Task goal: In the records below, find the line that contains "function label(font, color, halo, rows, align" and the line that contains "M1521 941 1537", then retype exactly those two lines and every line between them.

(Records from a collection)
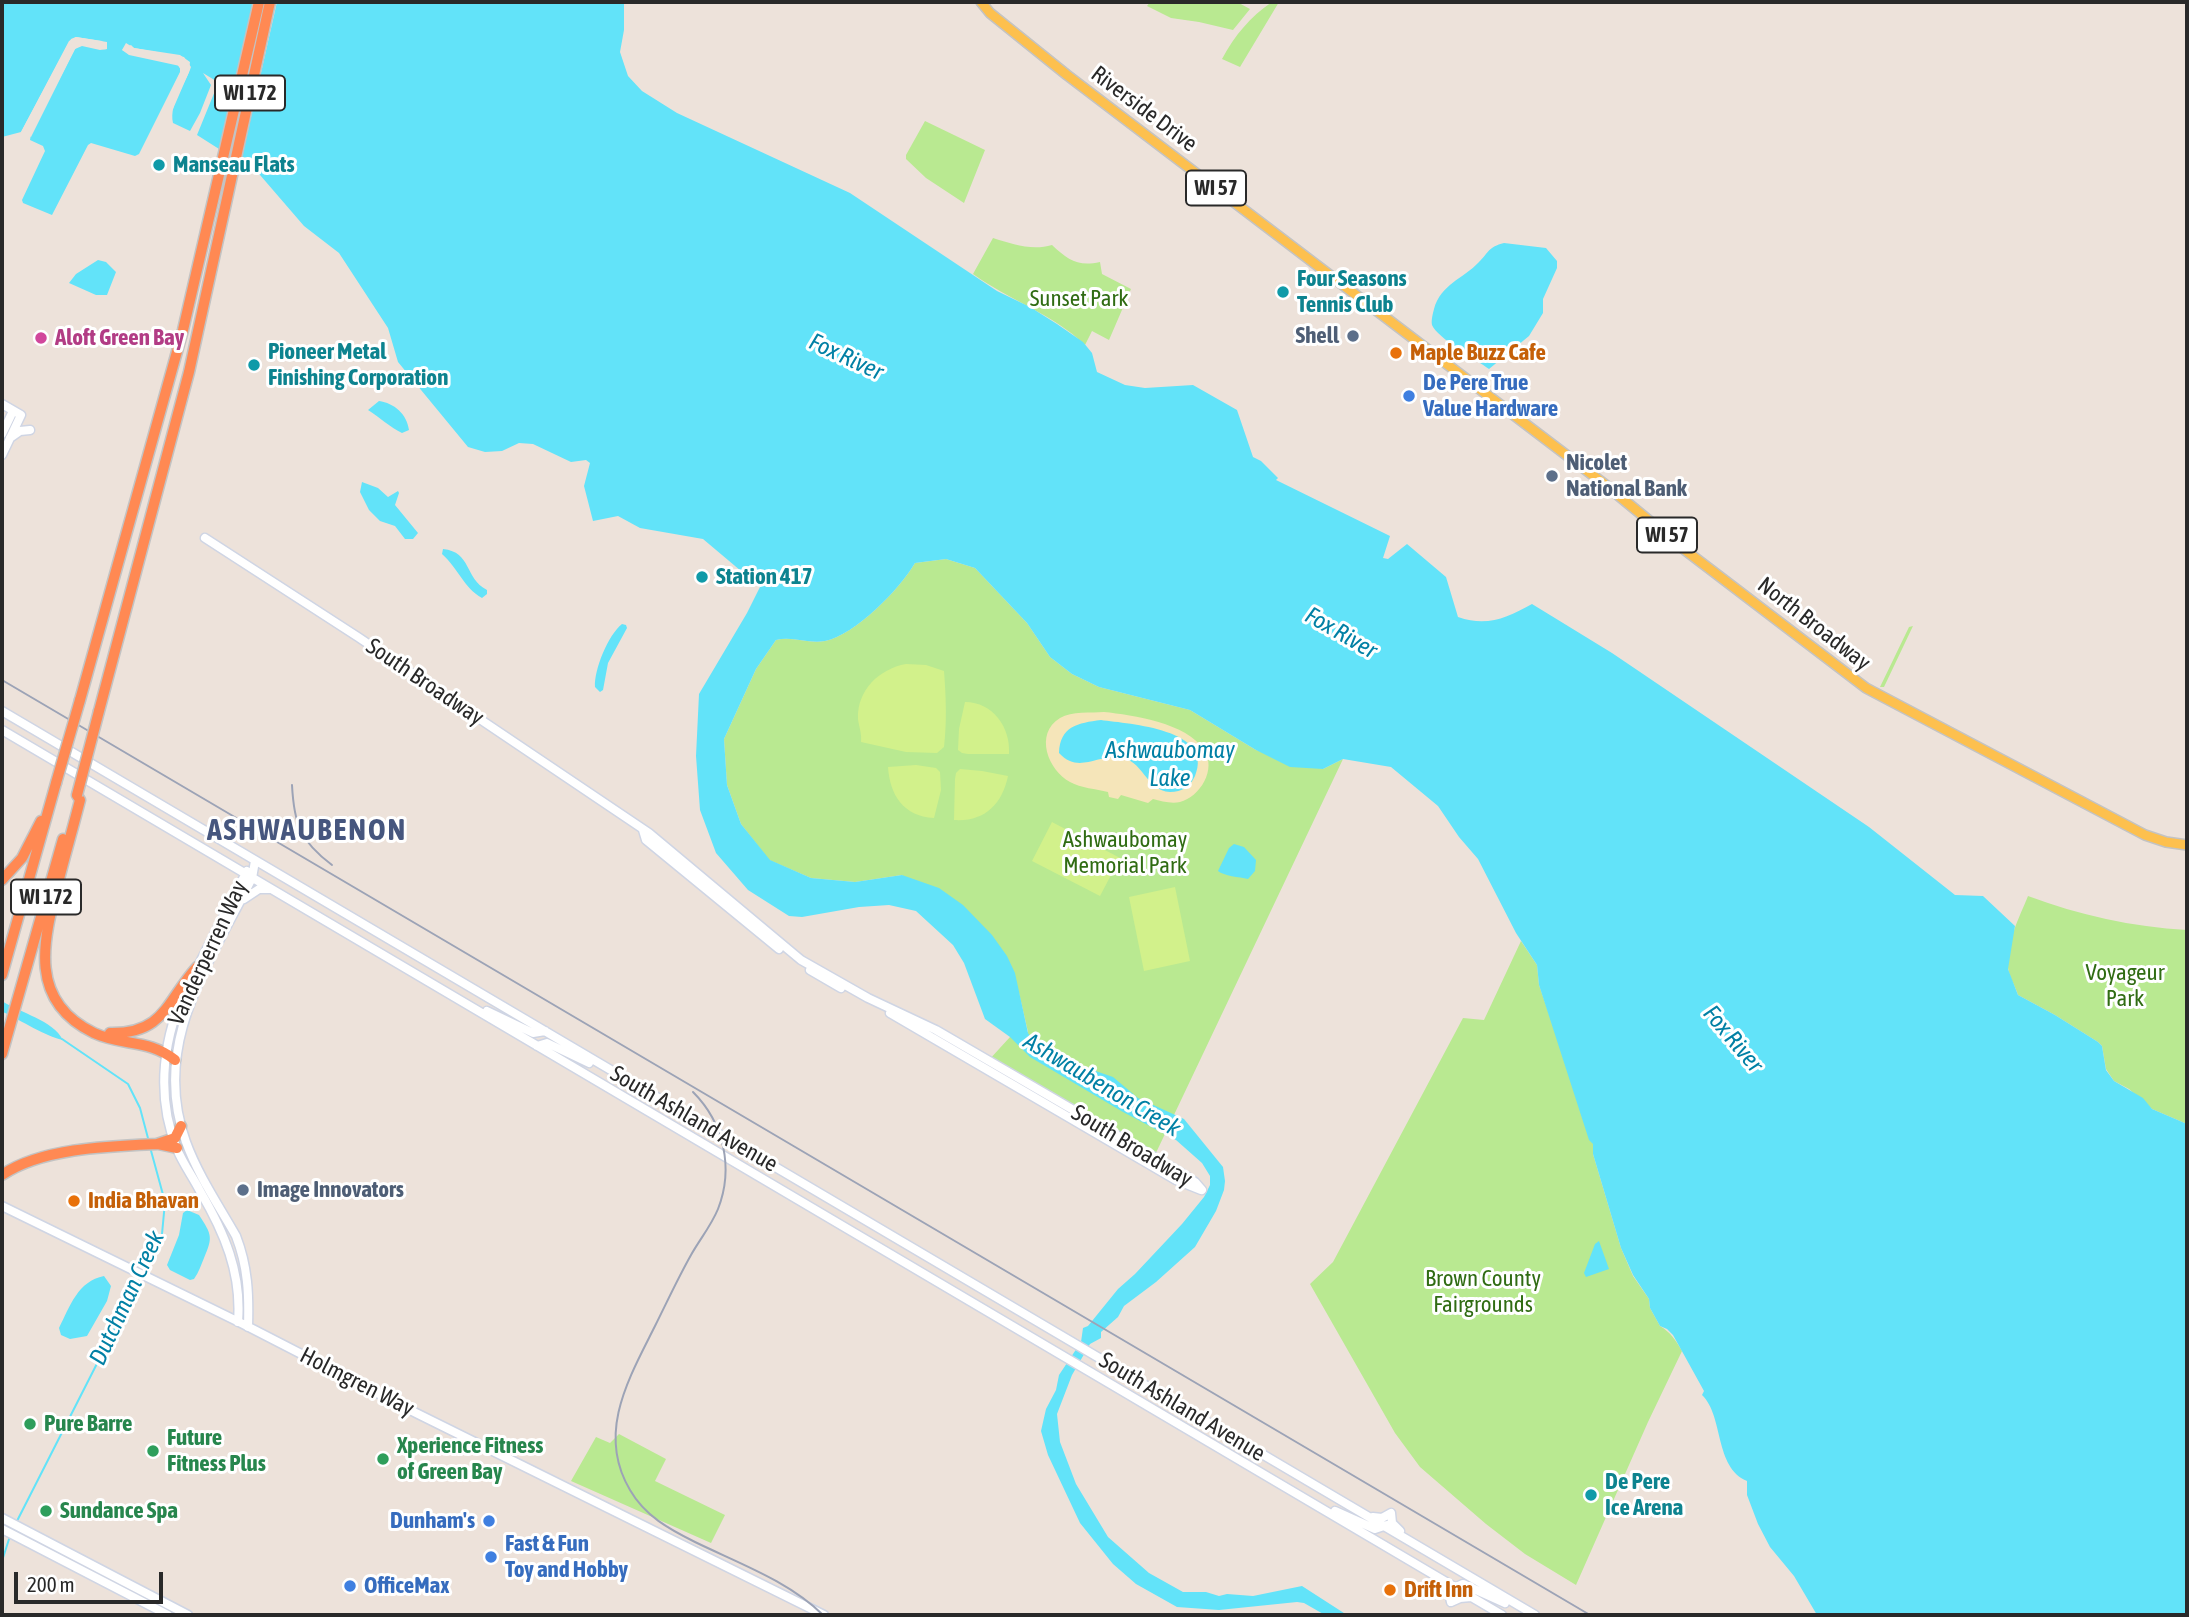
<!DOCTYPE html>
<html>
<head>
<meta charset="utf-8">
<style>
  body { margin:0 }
  #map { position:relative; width:2189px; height:1617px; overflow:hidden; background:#ede2da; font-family:"Asap Condensed",sans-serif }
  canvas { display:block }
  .frame { position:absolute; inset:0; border:4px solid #292929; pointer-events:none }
  .scale { position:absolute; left:14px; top:1572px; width:149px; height:32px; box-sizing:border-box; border:4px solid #292929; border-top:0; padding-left:9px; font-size:21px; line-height:24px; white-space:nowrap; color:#292929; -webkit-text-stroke:5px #fff; paint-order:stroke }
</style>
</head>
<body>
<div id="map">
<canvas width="2189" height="1617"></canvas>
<div class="frame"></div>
<div class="scale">200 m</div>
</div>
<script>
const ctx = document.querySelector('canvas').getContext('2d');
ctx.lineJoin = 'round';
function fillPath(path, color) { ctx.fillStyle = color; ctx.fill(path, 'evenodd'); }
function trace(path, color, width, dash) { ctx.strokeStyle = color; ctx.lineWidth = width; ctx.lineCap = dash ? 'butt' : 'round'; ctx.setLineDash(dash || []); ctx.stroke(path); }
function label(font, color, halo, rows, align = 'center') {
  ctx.font = font + ' "Asap Condensed",sans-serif'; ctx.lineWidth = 6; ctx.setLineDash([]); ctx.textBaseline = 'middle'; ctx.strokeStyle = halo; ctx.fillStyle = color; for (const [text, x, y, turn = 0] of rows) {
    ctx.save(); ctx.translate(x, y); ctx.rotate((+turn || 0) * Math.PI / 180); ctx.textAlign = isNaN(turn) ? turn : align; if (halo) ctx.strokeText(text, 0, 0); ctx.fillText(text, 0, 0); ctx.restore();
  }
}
fillPath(new Path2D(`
  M1150 2H1237L1250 9 1233 30 1199 22 1171 18 1147 6Z
  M1272 2H1279L1240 67 1222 59C1235 35 1250 17 1272 2Z
  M925 121 985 150 964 203 926 178 906 159V155Z
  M993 238C1012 244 1032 251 1052 245 1068 260 1078 267 1100 262L1102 274 1131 289 1109 340 1092 331 1085 345C1053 314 1009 300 973 274Z
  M946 559 975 568 1027 623 1050 657 1072 674 1099 687 1190 710 1256 750 1323 769 1343 759 1154 1157 988 1061 1010 1037 1028 1032 1019 993 902 875 855 882 811 878 769 860 741 824 727 785 724 739 756 669 776 640C793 636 808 644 825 641 855 635 900 589 915 563Z
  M1913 626 1884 687H1880L1909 627Z
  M2028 896C2079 915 2132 927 2187 930V1124L2152 1109 2129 1089 2114 1081 2106 1069 2102 1046 2098 1042 2055 1015 2018 995C2015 986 2009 976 2008 968 2006 943 2019 918 2028 896Z
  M1521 941 1537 965 1539 985 1594 1144 1593 1154 1621 1248 1633 1276 1649 1299 1650 1308 1660 1326C1671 1333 1675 1339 1682 1351L1648 1422 1576 1585 1525 1554 1486 1524 1420 1467 1395 1433 1310 1284 1333 1262 1463 1018 1484 1020Z
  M619 1434 666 1459 655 1481 725 1515 711 1543 571 1481 596 1437 610 1443Z`), '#b9e991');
fillPath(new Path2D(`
  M1104 712C1133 715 1187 723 1204 750 1217 769 1200 797 1180 802 1171 804 1161 801 1153 799L1148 803 1121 795 1118 799 1109 797 1108 792C1096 789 1081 788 1070 782 1048 770 1034 734 1060 718 1072 711 1091 713 1104 712Z`), '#f5e5b9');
fillPath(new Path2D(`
  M906 664 926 665 944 671C946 697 947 722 944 747L937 753 906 752 861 742C862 734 859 727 858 719 857 690 879 669 906 664Z
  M965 702C993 702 1011 728 1009 754H968L962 753 958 750 959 729Z
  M916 765 936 768 940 772 941 790 934 818C903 816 890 795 888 767Z
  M960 769 982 771 1008 776C1002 805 984 822 954 820L955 779 956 773Z
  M1052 822 1120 858 1100 896 1032 861Z
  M1175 887 1190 961 1144 971 1129 897Z`), '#d2f18b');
fillPath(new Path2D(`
  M2 2H624V30L620 52 628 76 642 91 677 113 850 193 997 291 1030 307 1057 324 1083 342 1092 353 1097 372 1125 385 1145 388 1193 385 1237 410 1253 457 1261 461 1278 478 1276 480 1390 536 1383 558 1388 559 1407 544 1446 577 1458 617C1487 627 1507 618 1532 604L1612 653 1869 827 1955 895 1983 896 2015 926 2008 969 2018 995 2055 1015 2098 1042 2102 1046 2106 1070 2114 1081 2143 1098 2152 1109 2187 1124V1615H1817L1794 1576 1770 1547 1758 1524 1747 1495V1481C1714 1467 1724 1416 1702 1395L1704 1391 1673 1335 1667 1329 1660 1326 1650 1308 1649 1299 1633 1275 1621 1248 1593 1154V1144L1589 1140 1539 985 1537 965 1516 933 1478 859 1459 837 1438 806 1391 767 1343 759 1323 769 1290 767 1256 750 1190 710 1099 687 1072 674 1050 657 1027 623 975 568 946 559 915 563C900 589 855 635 825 641 808 644 793 636 776 640L756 669 724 739 727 785 741 824 770 860 811 878 855 882 902 875 939 888 963 905 992 935 1007 956 1015 973 1028 1033 1035 1044 1055 1049 1084 1067 1113 1077 1138 1098 1184 1119 1223 1167 1225 1181 1224 1190 1216 1211 1195 1247 1156 1282 1124 1306 1118 1317 1101 1332V1338L1090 1344 1072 1375 1057 1414 1060 1442 1076 1484 1108 1537 1149 1573 1183 1592H1206L1219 1596 1227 1594 1253 1596 1302 1586 1347 1615H1325L1304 1603 1297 1602 1219 1610 1177 1607 1136 1584 1113 1564 1080 1523 1048 1455 1041 1431 1046 1409 1056 1390 1059 1375 1081 1342 1083 1328 1088 1326 1118 1289 1135 1274 1182 1224 1204 1197 1210 1185V1176L1202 1163 1176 1140 1123 1112 1030 1057 1010 1037 985 1019 964 963 953 945 916 911 889 905 859 907 802 917 789 916 748 890 716 853 700 810 696 756 699 694 747 613 760 587 703 539 640 528 618 516 593 521 584 486 590 463 586 460 571 462 533 444 519 443 502 451 485 452 468 447 398 362 388 328 339 253 304 226 260 175 197 135 217 86 216 81 203 73 211 85 200 113 190 131 173 123C169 103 185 85 191 67L184 57 134 48 131 45 122 50 148 58 177 64 181 70 139 154 135 156 91 143 88 145 52 215 23 203 22 200 45 151 43 146 30 140 31 134 75 49C83 41 96 51 107 49L102 41 76 37 71 39 21 132 2 137Z
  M1504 243 1546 248 1557 261V268L1543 299V313L1529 336 1489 369C1477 360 1437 338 1432 325 1431 320 1433 313 1434 309 1441 284 1463 279 1479 262 1489 252 1488 247 1504 243Z
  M98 260 106 262 116 272 107 295H96L69 283 76 274Z
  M379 401C394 403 407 414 409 430L402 433C391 428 379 417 368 410Z
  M362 482 378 488 388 497 398 491 399 493 395 505 418 533 413 539H405L395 526 380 521 369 510 360 492Z
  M443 549C472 552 464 578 487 590V594L482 598C464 588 458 568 442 554Z
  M622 624 626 625 627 628 608 663 603 690 600 692 595 687C594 670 608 635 622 624Z
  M1101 720C1130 724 1215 729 1195 776 1190 787 1182 792 1170 792 1146 791 1143 759 1119 757 1097 755 1078 774 1059 753 1060 726 1078 723 1101 720Z
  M1234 844 1244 847 1256 860 1255 871 1248 879C1239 877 1224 876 1218 871L1229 848Z
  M2 1001C20 1013 53 1020 63 1040 47 1037 20 1020 3 1012Z
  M187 1210 199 1215C212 1235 213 1237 204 1258 201 1265 199 1272 194 1279L190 1280 170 1270 167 1265 179 1235 183 1213Z
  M1599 1241 1609 1269 1586 1277 1584 1273 1595 1244Z
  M104 1276 111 1286 107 1301 87 1336 70 1339 61 1335 59 1328C70 1306 78 1281 104 1276Z`), '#62e3f9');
fillPath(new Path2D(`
  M253 2H277L240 166 220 153Z
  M76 37 107 42V49L100 50 82 46 75 49 31 137 28 135V133L72 47 76 43 82 42 104 47 102 44 80 40 72 43 29 127 24 133 21 132 69 41Z
  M126 43 134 48 180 55 190 62 189 72 173 109 170 107 171 101 186 71 187 63 179 59 127 48 130 52 177 60 183 64 184 74 168 106 165 104 180 73V66L129 55 122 50Z`), '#ede2da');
trace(new Path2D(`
  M62 1039 128 1084 140 1108 149 1142
  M144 1272 162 1234 165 1202 150 1147
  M17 1521 141 1277
  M2 1561 10 1536`), '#62e3f9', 2);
const secondary = new Path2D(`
  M2 404 21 415 2 455
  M2 434 13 411
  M10 438 20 431 30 430
  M205 538 358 637 649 833 801 960 868 998 936 1030 1173 1168 1195 1182 1202 1190
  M2 711 1535 1615
  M2 730 1502 1615
  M643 830 646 840 779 949
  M244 899 259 889H270
  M810 970 841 988
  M195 972 247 871
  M189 983C163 1034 155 1095 177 1149 183 1164 193 1177 200 1191 224 1232 242 1273 238 1322
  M487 1011 533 1033 545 1031
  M890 1013 1176 1180 1201 1190
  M537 1046 547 1043 589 1063
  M2 1206 243 1324 416 1413 824 1615
  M248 1327C249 1294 248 1267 236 1236 219 1206 198 1175 186 1142 150 1043 210 963 252 878L255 861
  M1335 1511 1375 1529 1387 1525
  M1373 1517 1382 1518 1391 1513 1392 1523 1400 1531
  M2 1518 188 1615
  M2 1529 168 1615
  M1443 1584 1448 1589 1451 1602 1460 1598 1471 1597
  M1454 1588 1463 1584 1505 1603`);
const primary = new Path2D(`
  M981 2 990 13 1067 75 1607 486 1681 547 1866 688 2145 835 2166 842 2187 845`);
const highway = new Path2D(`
  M80 700 183 330 259 2
  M99 711 189 372 270 2
  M77 795 80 800C73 828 65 855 58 883 43 942 28 1001 94 1033 122 1046 149 1039 175 1060
  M2 880 22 858 41 821
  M2 975 56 783
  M110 1033C165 1034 167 1000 197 967
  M2 1054 63 839
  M158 1144 177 1148
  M2 1175C41 1148 110 1146 157 1144L175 1138 181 1126`);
trace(secondary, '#cfd5e4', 11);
trace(primary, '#c3c3c3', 12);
trace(highway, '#c3c3c3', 13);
trace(secondary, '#fff', 8);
trace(primary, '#fdc04e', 9);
trace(highway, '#ff8953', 10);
trace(new Path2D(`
  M2 680 1590 1615
  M292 785C294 824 300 841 332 865
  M693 1092C724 1123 734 1168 718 1209 711 1226 700 1239 691 1255 678 1278 667 1302 655 1326 629 1378 596 1433 630 1490 645 1516 669 1529 695 1542 738 1563 789 1581 823 1615`), '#9ca3b6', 2);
const highwayBridge = new Path2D(`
  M56 783 80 700
  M77 795 99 711`);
trace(highwayBridge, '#c3c3c3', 13, []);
trace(highwayBridge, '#ff8953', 10);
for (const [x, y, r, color] of [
  [159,165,7,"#0f9aa8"],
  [1283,292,7,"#0f9aa8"],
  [1353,336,7,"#5c6f8a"],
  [41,338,7,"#d1479c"],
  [1396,353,7,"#e8710a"],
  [254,365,7,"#0f9aa8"],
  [1409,396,7,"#3f7fe0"],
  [1552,476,7,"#5c6f8a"],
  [702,577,7,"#0f9aa8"],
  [243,1190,7,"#5c6f8a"],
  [74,1201,7,"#e8710a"],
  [30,1424,7,"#2e9e5b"],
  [153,1451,7,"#2e9e5b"],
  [383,1459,7,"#2e9e5b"],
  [1591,1495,7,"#0f9aa8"],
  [46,1511,7,"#2e9e5b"],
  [489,1521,7,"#3f7fe0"],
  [491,1557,7,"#3f7fe0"],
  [350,1586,7,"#3f7fe0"],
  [1390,1590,7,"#e8710a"]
]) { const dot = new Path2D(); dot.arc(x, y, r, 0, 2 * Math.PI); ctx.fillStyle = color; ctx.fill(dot); trace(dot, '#fff', 2.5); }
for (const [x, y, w] of [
  [250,93,70],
  [1216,188,60],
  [1667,535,60],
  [46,897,70]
]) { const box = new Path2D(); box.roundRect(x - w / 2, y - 17.5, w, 35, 5); ctx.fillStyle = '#fff'; ctx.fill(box); trace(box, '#292929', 2); }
label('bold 21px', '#292929', null, [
  ["WI 172",250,93],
  ["WI 57",1216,188],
  ["WI 57",1667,535],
  ["WI 172",46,897]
]);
label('23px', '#292929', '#fff', [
  ["Riverside Drive",1144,109,37],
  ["North Broadway",1814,624,38],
  ["South Broadway",425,682,34],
  ["Vanderperren Way",208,953,-65],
  ["South Ashland Avenue",694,1119,30],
  ["South Broadway",1132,1146,31],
  ["Holmgren Way",357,1382,27],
  ["South Ashland Avenue",1182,1407,31]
]);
label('bold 23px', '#0d838f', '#fff', [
  ["Manseau Flats",173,165],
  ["Four Seasons",1297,279],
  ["Tennis Club",1297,305],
  ["Pioneer Metal",268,352],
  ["Finishing Corporation",268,378],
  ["Station 417",716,577],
  ["De Pere",1605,1482],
  ["Ice Arena",1605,1508]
], 'left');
label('23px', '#306c13', '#fff', [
  ["Sunset Park",1079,299],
  ["Ashwaubomay",1125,840],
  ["Memorial Park",1125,866],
  ["Voyageur",2125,973],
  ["Park",2125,999],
  ["Brown County",1483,1279],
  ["Fairgrounds",1483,1305]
]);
label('bold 23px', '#4e5e75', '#fff', [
  ["Shell",1339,336,"right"],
  ["Nicolet",1566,463],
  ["National Bank",1566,489],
  ["Image Innovators",257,1190]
], 'left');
label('bold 23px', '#b23c85', '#fff', [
  ["Aloft Green Bay",55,338]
], 'left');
label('bold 23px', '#c56008', '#fff', [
  ["Maple Buzz Cafe",1410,353],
  ["India Bhavan",88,1201],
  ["Drift Inn",1404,1590]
], 'left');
label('bold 23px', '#366cbe', '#fff', [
  ["De Pere True",1423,383],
  ["Value Hardware",1423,409],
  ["Dunham's",475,1521,"right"],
  ["Fast & Fun",505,1544],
  ["Toy and Hobby",505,1570],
  ["OfficeMax",364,1586]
], 'left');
label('bold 23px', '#27864d', '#fff', [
  ["Pure Barre",44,1424],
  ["Future",167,1438],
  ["Fitness Plus",167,1464],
  ["Xperience Fitness",397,1446],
  ["of Green Bay",397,1472],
  ["Sundance Spa",60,1511]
], 'left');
label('italic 24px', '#0180a5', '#fff', [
  ["Fox River",846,357,25],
  ["Fox River",1341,633,30],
  ["Ashwaubomay",1170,750],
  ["Lake",1170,778],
  ["Fox River",1733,1039,50],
  ["Ashwaubenon Creek",1102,1085,31],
  ["Dutchman Creek",127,1298,-65]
]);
ctx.letterSpacing = '2px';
label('bold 30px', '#46567e', '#fff', [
  ["ASHWAUBENON",307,831]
]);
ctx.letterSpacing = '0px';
</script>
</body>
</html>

Result of this task:
function label(font, color, halo, rows, align = 'center') {
  ctx.font = font + ' "Asap Condensed",sans-serif'; ctx.lineWidth = 6; ctx.setLineDash([]); ctx.textBaseline = 'middle'; ctx.strokeStyle = halo; ctx.fillStyle = color; for (const [text, x, y, turn = 0] of rows) {
    ctx.save(); ctx.translate(x, y); ctx.rotate((+turn || 0) * Math.PI / 180); ctx.textAlign = isNaN(turn) ? turn : align; if (halo) ctx.strokeText(text, 0, 0); ctx.fillText(text, 0, 0); ctx.restore();
  }
}
fillPath(new Path2D(`
  M1150 2H1237L1250 9 1233 30 1199 22 1171 18 1147 6Z
  M1272 2H1279L1240 67 1222 59C1235 35 1250 17 1272 2Z
  M925 121 985 150 964 203 926 178 906 159V155Z
  M993 238C1012 244 1032 251 1052 245 1068 260 1078 267 1100 262L1102 274 1131 289 1109 340 1092 331 1085 345C1053 314 1009 300 973 274Z
  M946 559 975 568 1027 623 1050 657 1072 674 1099 687 1190 710 1256 750 1323 769 1343 759 1154 1157 988 1061 1010 1037 1028 1032 1019 993 902 875 855 882 811 878 769 860 741 824 727 785 724 739 756 669 776 640C793 636 808 644 825 641 855 635 900 589 915 563Z
  M1913 626 1884 687H1880L1909 627Z
  M2028 896C2079 915 2132 927 2187 930V1124L2152 1109 2129 1089 2114 1081 2106 1069 2102 1046 2098 1042 2055 1015 2018 995C2015 986 2009 976 2008 968 2006 943 2019 918 2028 896Z
  M1521 941 1537 965 1539 985 1594 1144 1593 1154 1621 1248 1633 1276 1649 1299 1650 1308 1660 1326C1671 1333 1675 1339 1682 1351L1648 1422 1576 1585 1525 1554 1486 1524 1420 1467 1395 1433 1310 1284 1333 1262 1463 1018 1484 1020Z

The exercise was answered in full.